Pope John Paul II probably had a final vocabulary with a lot of "God" in it
Freddie Mercury probably had a final vocabulary with a lot of "cock" in it
-Its all the same. Its the state, defined by your beliefs in truth, that you come to accept and resist change to.
"They are the words in which we tell, sometimes prospectively and sometimes retrospectively, the story of our lives...Those words are as far as he can go with language; beyond them there is only helpless passivity or a resort to force."
-Rorty believes that to accept a final vocabulary is to stop creating yourself, to stop using newer and newer metaphors, to give up any hope of recreation. These people will never be Ironists, they will always be Theorists. Instead of accepting the freedom of a contingent life, they are stuck with fallacious beliefs of greater powers ("God" or "Cock"), rooted in their final vocabulary.
Death of Philosophy
-It is through the distinction between Theorists and Ironist where Rorty proposes that philosophy is a redundant practice and literature the avenue towards future renewal.
-The great philosophers of the 20th century, Nietzsche, Heidegger, and Hegel all became too head-strong when they tried to establish a logical end, a greater reason, or a final vocabulary.
"Europe (Nietzsche), Spirit (Hegel), and Being (Heidegger) are not just accumulations of contingencies, products of chance encounters...This invention of a larger-than-self hero, in terms of whose career they define the point of their own, is what sets Hegel, Nietzsche, and Heidegger...theorists rather than novelists: people who are looking at something large, rather than constructing something small."
-It is in this hubris, or trying to imagine a greater Being, or a noble Europe where philosophers have run astray.
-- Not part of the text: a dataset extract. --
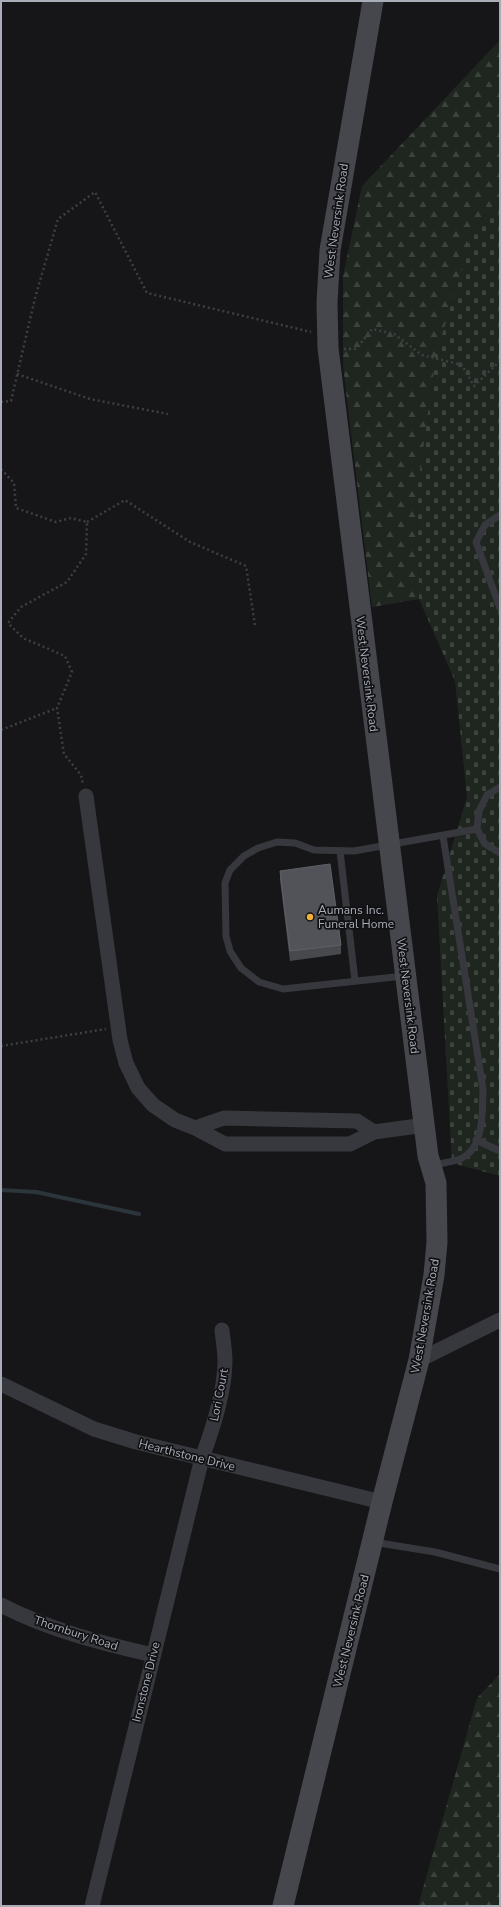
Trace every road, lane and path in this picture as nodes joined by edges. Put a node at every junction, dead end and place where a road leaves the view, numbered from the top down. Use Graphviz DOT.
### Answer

Whenever they try to create overarching concepts, they are doing nothing but over-stepping. This is why Rorty was a philosophical rebel. He came out of the classic analytic philosophy but has now come out and claimed that the practice is useless.
-Instead, Rorty thinks that literature is the avenue where we can truly express contingency and create our new languages. It is something not dogmatically tied down to old concepts and practices. He supports people like Proust, Orwell, and Nabokov, writers who broke bounds but not with new overarching concepts, instead with liberal ironists thoughts and new vocabularies.
MC - Thus, I give you Richard Rorty, take him or leave him.